Items from a data source ::
============================================================

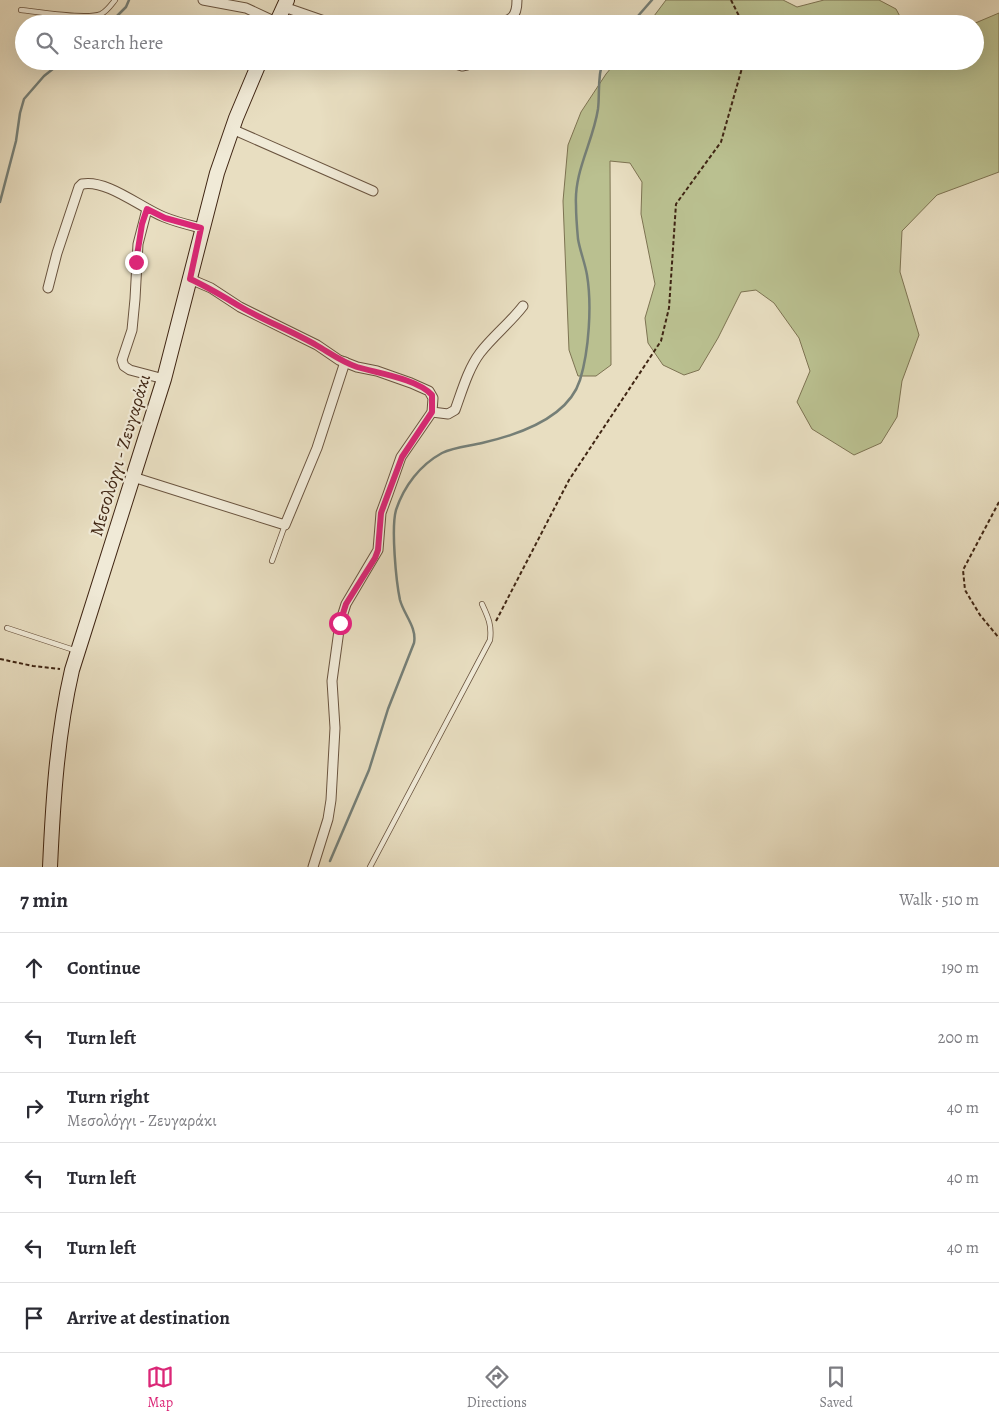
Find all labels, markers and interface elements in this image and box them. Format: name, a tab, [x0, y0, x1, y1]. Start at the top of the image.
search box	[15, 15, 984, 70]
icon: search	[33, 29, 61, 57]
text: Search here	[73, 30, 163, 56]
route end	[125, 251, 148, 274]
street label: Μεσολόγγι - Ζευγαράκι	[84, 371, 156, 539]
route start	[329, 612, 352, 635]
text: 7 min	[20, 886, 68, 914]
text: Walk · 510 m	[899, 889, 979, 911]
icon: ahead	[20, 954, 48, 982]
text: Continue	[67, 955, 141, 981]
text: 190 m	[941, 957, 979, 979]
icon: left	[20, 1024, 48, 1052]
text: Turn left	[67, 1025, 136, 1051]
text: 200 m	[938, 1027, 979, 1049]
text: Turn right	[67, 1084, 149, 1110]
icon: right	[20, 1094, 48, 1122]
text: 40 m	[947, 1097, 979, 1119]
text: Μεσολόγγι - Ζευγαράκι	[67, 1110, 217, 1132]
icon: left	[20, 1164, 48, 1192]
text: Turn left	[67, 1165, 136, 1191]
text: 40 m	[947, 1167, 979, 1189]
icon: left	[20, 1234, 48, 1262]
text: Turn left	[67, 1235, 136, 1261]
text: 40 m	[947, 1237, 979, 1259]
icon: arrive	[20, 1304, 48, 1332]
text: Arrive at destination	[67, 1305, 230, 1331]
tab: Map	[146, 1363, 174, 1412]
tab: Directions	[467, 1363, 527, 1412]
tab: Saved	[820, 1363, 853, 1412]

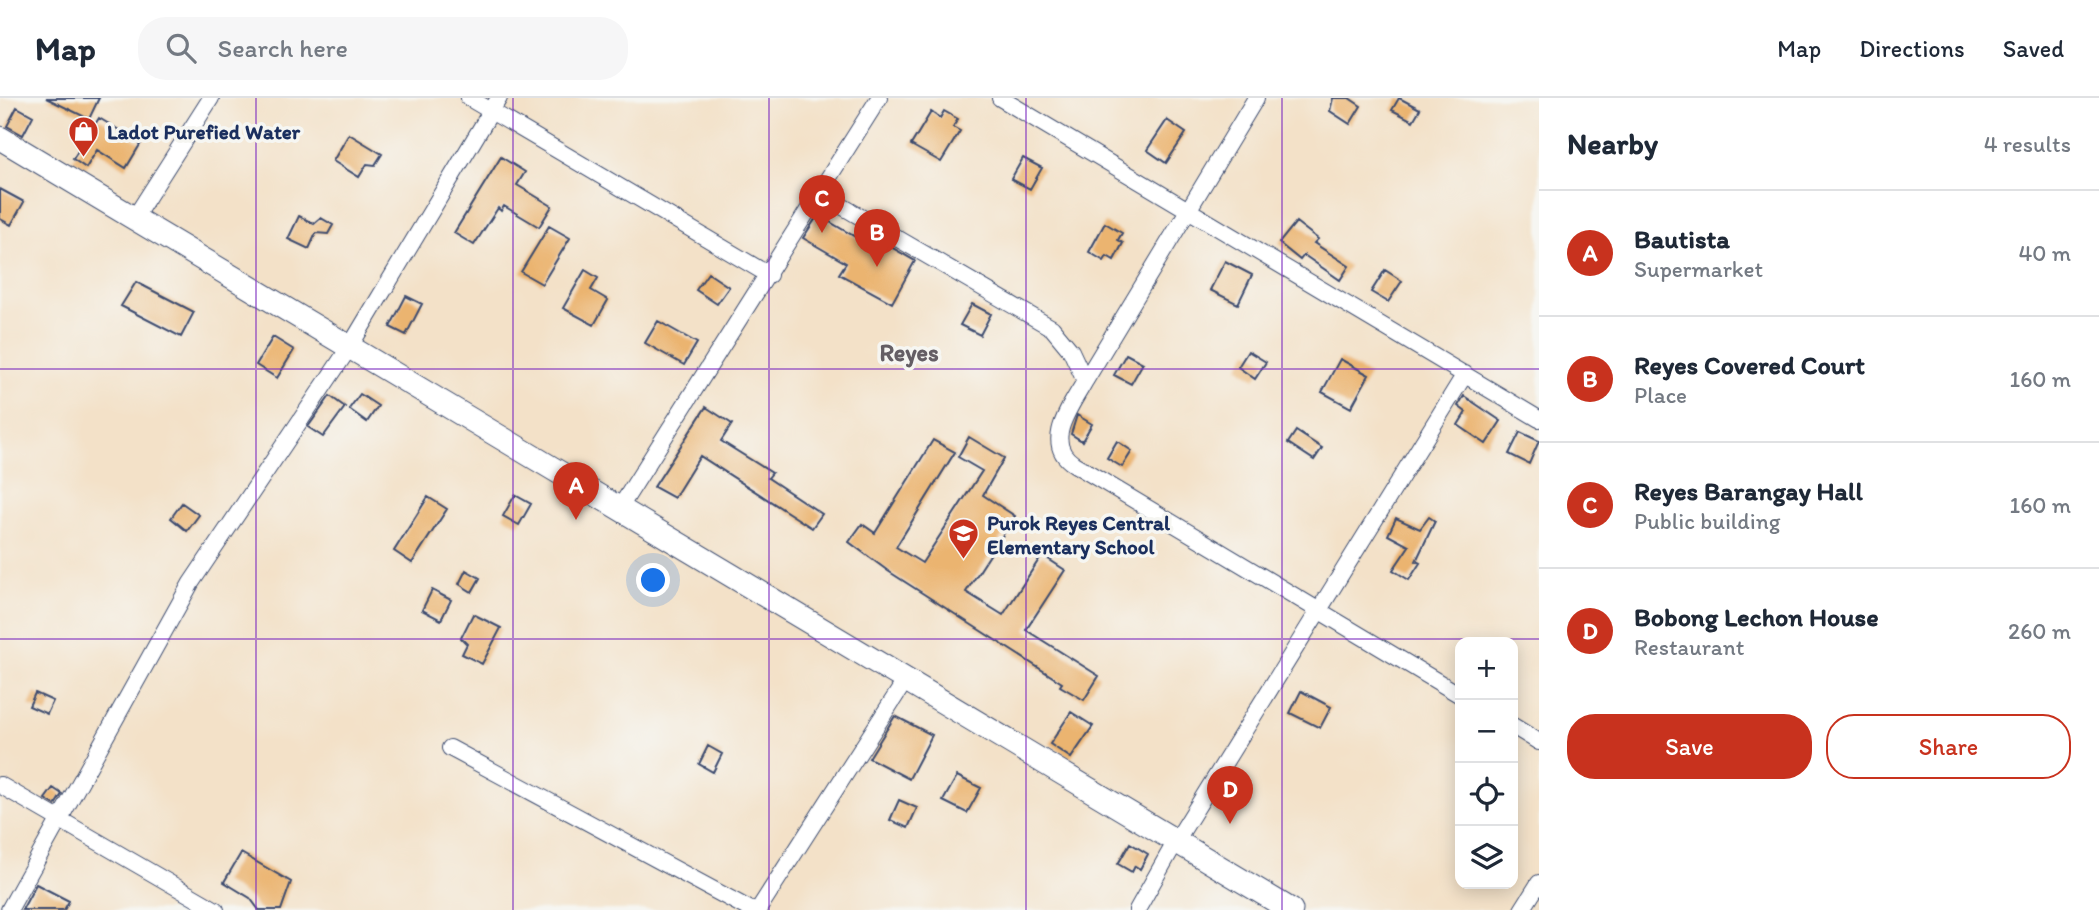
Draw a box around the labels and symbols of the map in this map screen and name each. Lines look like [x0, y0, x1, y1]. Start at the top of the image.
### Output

============================================================

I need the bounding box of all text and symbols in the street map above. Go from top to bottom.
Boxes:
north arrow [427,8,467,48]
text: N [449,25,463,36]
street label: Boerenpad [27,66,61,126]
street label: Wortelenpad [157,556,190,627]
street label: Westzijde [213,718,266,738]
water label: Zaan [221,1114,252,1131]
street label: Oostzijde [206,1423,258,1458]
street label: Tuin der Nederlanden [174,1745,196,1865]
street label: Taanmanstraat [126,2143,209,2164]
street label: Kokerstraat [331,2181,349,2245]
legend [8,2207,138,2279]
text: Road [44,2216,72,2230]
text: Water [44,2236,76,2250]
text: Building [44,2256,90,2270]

============================================================

Brief :: For each line in the data above that contains the string "symbols", extract the line.

Exercise result ::
Draw a box around the labels and symbols of the map in this map screen and name each. Lines look like [x0, y0, x1, y1]. Start at the top of the image.
I need the bounding box of all text and symbols in the street map above. Go from top to bottom.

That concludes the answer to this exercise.